Exercise directions: Could you print every record below exactly as written?

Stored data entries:
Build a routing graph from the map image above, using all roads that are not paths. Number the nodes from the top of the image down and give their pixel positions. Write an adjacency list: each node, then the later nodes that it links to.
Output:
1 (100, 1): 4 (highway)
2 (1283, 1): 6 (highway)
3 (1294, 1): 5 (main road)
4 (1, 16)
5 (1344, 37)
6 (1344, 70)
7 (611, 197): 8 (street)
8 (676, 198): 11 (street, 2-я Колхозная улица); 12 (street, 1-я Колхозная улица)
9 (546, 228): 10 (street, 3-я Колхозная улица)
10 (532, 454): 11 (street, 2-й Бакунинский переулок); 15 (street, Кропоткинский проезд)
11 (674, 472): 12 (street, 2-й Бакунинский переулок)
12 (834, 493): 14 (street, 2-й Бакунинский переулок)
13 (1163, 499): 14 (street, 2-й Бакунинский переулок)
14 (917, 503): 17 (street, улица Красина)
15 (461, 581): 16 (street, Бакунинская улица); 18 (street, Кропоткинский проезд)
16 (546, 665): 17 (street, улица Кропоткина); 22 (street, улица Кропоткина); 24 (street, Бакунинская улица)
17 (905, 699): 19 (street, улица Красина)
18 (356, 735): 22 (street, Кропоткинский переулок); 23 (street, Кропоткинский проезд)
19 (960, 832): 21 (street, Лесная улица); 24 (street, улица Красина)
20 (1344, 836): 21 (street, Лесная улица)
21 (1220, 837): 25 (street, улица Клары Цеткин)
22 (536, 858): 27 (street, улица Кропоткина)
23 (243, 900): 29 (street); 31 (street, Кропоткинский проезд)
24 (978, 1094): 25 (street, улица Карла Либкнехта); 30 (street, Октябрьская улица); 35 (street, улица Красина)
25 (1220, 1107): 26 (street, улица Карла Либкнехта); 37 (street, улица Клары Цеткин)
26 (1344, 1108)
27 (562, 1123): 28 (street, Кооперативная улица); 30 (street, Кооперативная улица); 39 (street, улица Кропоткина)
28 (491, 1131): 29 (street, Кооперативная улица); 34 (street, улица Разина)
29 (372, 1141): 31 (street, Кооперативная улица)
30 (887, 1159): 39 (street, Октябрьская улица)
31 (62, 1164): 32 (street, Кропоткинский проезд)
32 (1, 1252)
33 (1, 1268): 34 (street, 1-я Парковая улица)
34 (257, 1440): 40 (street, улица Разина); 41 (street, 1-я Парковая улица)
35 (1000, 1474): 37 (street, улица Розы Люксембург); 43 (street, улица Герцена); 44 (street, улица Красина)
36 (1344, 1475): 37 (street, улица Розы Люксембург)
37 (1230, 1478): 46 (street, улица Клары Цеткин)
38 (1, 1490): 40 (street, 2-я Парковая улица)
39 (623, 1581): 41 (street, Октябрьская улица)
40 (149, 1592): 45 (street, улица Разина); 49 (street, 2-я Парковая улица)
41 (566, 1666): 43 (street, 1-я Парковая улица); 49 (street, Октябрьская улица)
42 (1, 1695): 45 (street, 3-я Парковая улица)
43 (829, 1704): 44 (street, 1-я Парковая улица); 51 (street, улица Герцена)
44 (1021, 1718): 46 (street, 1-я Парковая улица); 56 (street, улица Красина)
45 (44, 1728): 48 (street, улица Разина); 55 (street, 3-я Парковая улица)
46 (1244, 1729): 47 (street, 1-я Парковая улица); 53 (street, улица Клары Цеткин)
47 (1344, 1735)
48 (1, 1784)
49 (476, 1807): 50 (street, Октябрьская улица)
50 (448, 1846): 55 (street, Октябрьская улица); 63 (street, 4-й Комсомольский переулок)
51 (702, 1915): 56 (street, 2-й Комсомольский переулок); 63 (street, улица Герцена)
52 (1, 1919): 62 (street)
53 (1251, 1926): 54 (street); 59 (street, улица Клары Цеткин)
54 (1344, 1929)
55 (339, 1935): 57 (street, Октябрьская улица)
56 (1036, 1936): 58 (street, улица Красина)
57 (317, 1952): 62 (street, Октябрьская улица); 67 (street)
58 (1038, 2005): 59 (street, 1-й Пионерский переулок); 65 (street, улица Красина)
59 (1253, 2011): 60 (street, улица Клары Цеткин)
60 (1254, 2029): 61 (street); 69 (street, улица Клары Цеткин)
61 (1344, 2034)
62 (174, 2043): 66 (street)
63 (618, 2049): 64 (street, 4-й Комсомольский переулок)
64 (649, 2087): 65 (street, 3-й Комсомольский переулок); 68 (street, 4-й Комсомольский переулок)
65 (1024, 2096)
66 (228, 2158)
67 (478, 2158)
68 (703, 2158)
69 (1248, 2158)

Solution to this exercise:
Build a routing graph from the map image above, using all roads that are not paths. Number the nodes from the top of the image down and give their pixel positions. Write an adjacency list: each node, then the later nodes that it links to.
Output:
1 (100, 1): 4 (highway)
2 (1283, 1): 6 (highway)
3 (1294, 1): 5 (main road)
4 (1, 16)
5 (1344, 37)
6 (1344, 70)
7 (611, 197): 8 (street)
8 (676, 198): 11 (street, 2-я Колхозная улица); 12 (street, 1-я Колхозная улица)
9 (546, 228): 10 (street, 3-я Колхозная улица)
10 (532, 454): 11 (street, 2-й Бакунинский переулок); 15 (street, Кропоткинский проезд)
11 (674, 472): 12 (street, 2-й Бакунинский переулок)
12 (834, 493): 14 (street, 2-й Бакунинский переулок)
13 (1163, 499): 14 (street, 2-й Бакунинский переулок)
14 (917, 503): 17 (street, улица Красина)
15 (461, 581): 16 (street, Бакунинская улица); 18 (street, Кропоткинский проезд)
16 (546, 665): 17 (street, улица Кропоткина); 22 (street, улица Кропоткина); 24 (street, Бакунинская улица)
17 (905, 699): 19 (street, улица Красина)
18 (356, 735): 22 (street, Кропоткинский переулок); 23 (street, Кропоткинский проезд)
19 (960, 832): 21 (street, Лесная улица); 24 (street, улица Красина)
20 (1344, 836): 21 (street, Лесная улица)
21 (1220, 837): 25 (street, улица Клары Цеткин)
22 (536, 858): 27 (street, улица Кропоткина)
23 (243, 900): 29 (street); 31 (street, Кропоткинский проезд)
24 (978, 1094): 25 (street, улица Карла Либкнехта); 30 (street, Октябрьская улица); 35 (street, улица Красина)
25 (1220, 1107): 26 (street, улица Карла Либкнехта); 37 (street, улица Клары Цеткин)
26 (1344, 1108)
27 (562, 1123): 28 (street, Кооперативная улица); 30 (street, Кооперативная улица); 39 (street, улица Кропоткина)
28 (491, 1131): 29 (street, Кооперативная улица); 34 (street, улица Разина)
29 (372, 1141): 31 (street, Кооперативная улица)
30 (887, 1159): 39 (street, Октябрьская улица)
31 (62, 1164): 32 (street, Кропоткинский проезд)
32 (1, 1252)
33 (1, 1268): 34 (street, 1-я Парковая улица)
34 (257, 1440): 40 (street, улица Разина); 41 (street, 1-я Парковая улица)
35 (1000, 1474): 37 (street, улица Розы Люксембург); 43 (street, улица Герцена); 44 (street, улица Красина)
36 (1344, 1475): 37 (street, улица Розы Люксембург)
37 (1230, 1478): 46 (street, улица Клары Цеткин)
38 (1, 1490): 40 (street, 2-я Парковая улица)
39 (623, 1581): 41 (street, Октябрьская улица)
40 (149, 1592): 45 (street, улица Разина); 49 (street, 2-я Парковая улица)
41 (566, 1666): 43 (street, 1-я Парковая улица); 49 (street, Октябрьская улица)
42 (1, 1695): 45 (street, 3-я Парковая улица)
43 (829, 1704): 44 (street, 1-я Парковая улица); 51 (street, улица Герцена)
44 (1021, 1718): 46 (street, 1-я Парковая улица); 56 (street, улица Красина)
45 (44, 1728): 48 (street, улица Разина); 55 (street, 3-я Парковая улица)
46 (1244, 1729): 47 (street, 1-я Парковая улица); 53 (street, улица Клары Цеткин)
47 (1344, 1735)
48 (1, 1784)
49 (476, 1807): 50 (street, Октябрьская улица)
50 (448, 1846): 55 (street, Октябрьская улица); 63 (street, 4-й Комсомольский переулок)
51 (702, 1915): 56 (street, 2-й Комсомольский переулок); 63 (street, улица Герцена)
52 (1, 1919): 62 (street)
53 (1251, 1926): 54 (street); 59 (street, улица Клары Цеткин)
54 (1344, 1929)
55 (339, 1935): 57 (street, Октябрьская улица)
56 (1036, 1936): 58 (street, улица Красина)
57 (317, 1952): 62 (street, Октябрьская улица); 67 (street)
58 (1038, 2005): 59 (street, 1-й Пионерский переулок); 65 (street, улица Красина)
59 (1253, 2011): 60 (street, улица Клары Цеткин)
60 (1254, 2029): 61 (street); 69 (street, улица Клары Цеткин)
61 (1344, 2034)
62 (174, 2043): 66 (street)
63 (618, 2049): 64 (street, 4-й Комсомольский переулок)
64 (649, 2087): 65 (street, 3-й Комсомольский переулок); 68 (street, 4-й Комсомольский переулок)
65 (1024, 2096)
66 (228, 2158)
67 (478, 2158)
68 (703, 2158)
69 (1248, 2158)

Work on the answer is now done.